Starred review from April 18, 2016
Vertebrate zoologist Schutt (Dark Banquet: Blood and the Curious Lives of Blood-Feeding Creatures) makes his fiction debut with an exceptional crypto-zoological thriller, coauthored with the pseudonymous Finch, a painter and cave explorer. In 1944, U.S. Army Capt. R.J. MacCready, a zoologist, travels to Brazil on a mission to investigate a Japanese submarine, large enough to transport three bombers. The vessel was abandoned by German forces deep in the jungle near Hell’s Gate, the mysterious region where Col. Percy Fawcett and his team vanished during his search for the fabled City of Z in the 1920s. Meanwhile, some strange creatures, known to the natives of the target area as chupacabra, have begun picking off German soldiers. The biological basis for the monsters is solid, and the unusual effect they have on the minds of their prey is a plausible extrapolation from known species. The authors adeptly balance science and suspense, and a detailed afterword lays out how much of the story line is based in history. Michael Crichton fans will be pleased that the ending leaves room for a sequel. Agent: Gillian MacKenzie, Gillian MacKenzie Agency.

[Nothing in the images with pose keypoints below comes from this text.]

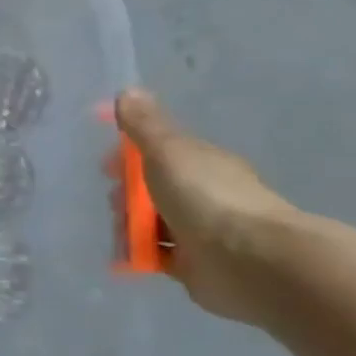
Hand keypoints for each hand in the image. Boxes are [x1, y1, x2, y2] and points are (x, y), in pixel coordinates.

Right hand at [115, 89, 304, 323]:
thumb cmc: (206, 197)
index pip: (158, 153)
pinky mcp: (194, 265)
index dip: (128, 156)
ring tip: (124, 237)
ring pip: (152, 223)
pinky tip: (127, 258)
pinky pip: (157, 255)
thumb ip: (145, 126)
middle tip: (118, 206)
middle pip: (151, 190)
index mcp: (200, 163)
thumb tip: (127, 90)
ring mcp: (200, 230)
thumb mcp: (168, 152)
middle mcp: (203, 194)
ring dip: (130, 228)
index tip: (106, 167)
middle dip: (126, 196)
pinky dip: (140, 255)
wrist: (248, 260)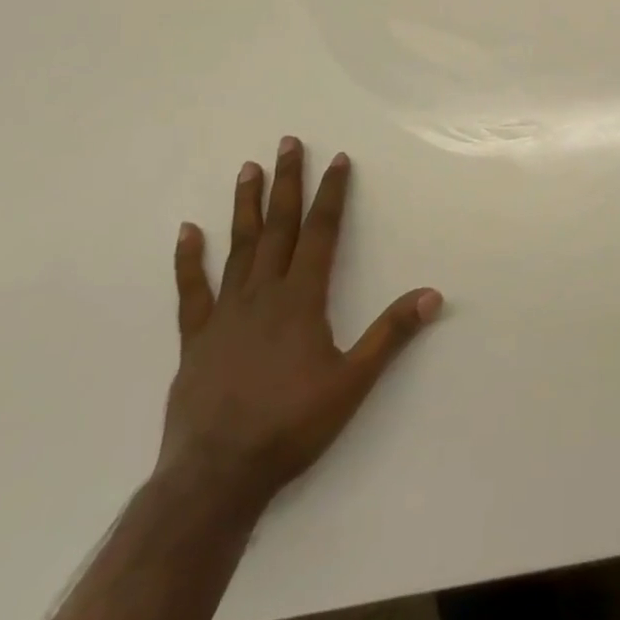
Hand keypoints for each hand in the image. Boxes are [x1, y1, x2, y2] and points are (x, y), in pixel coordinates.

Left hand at [160, 137, 441, 507]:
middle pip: (279, 226)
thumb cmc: (290, 426)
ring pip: (239, 246)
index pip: (321, 232)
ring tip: (248, 168)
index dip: (331, 193)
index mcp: (301, 298)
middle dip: (287, 182)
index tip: (337, 159)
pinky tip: (187, 230)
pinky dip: (188, 260)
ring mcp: (225, 313)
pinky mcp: (196, 338)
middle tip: (287, 143)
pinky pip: (191, 291)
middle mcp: (263, 293)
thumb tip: (433, 294)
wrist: (216, 477)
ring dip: (246, 206)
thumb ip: (391, 335)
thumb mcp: (352, 383)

Starred review from April 15, 2016
A World War II thriller with plenty of action and suspense in a most unusual setting. In 1944, Capt. R.J. "Mac" MacCready, a tropical zoologist with a Cornell Ph.D., is sent deep into Brazil's Amazon region to find out what a huge Japanese submarine is doing there. The I-400 is believed to have a hangar big enough to hold three floatplane bombers, and it has run aground in the mud. So Mac's boss tells him to "find out what those Axis bastards are up to." They're up to a lot, as it happens. Mac guesses the sub was headed to Portao do Inferno, or Hell's Gate (a real place). "What could possibly go wrong?" he asks himself sarcastically. Again, a lot. Think launch rails for missiles that might turn the tide on Germany's Russian front and destroy entire American cities. Think evil Nazis and sentient vampire bats that take over parts of humans' brains. Think giant man-eating turtles, vampire caves that have guano galore and are crawling with--well, never mind. Just think Indiana Jones. For that matter, this yarn evokes more than a few reminders of Stephen King, Joseph Conrad, and Bram Stoker's Dracula. Readers will roll their eyes at the implausibility of certain details, but in a "Reality Check" after the epilogue, the authors convincingly explain themselves. For example, it won't spoil the story to know that they revived a few species from extinction just for the telling of the tale, and they say there is historical basis for the Nazi project depicted. If this book is ever made into a movie, and it should be, it will have plenty of spectacular visuals and gross-out scenes. 3-D would be nice. Fast-moving fun for thriller readers who enjoy a bit of horror and seeing bad guys get what's coming to them.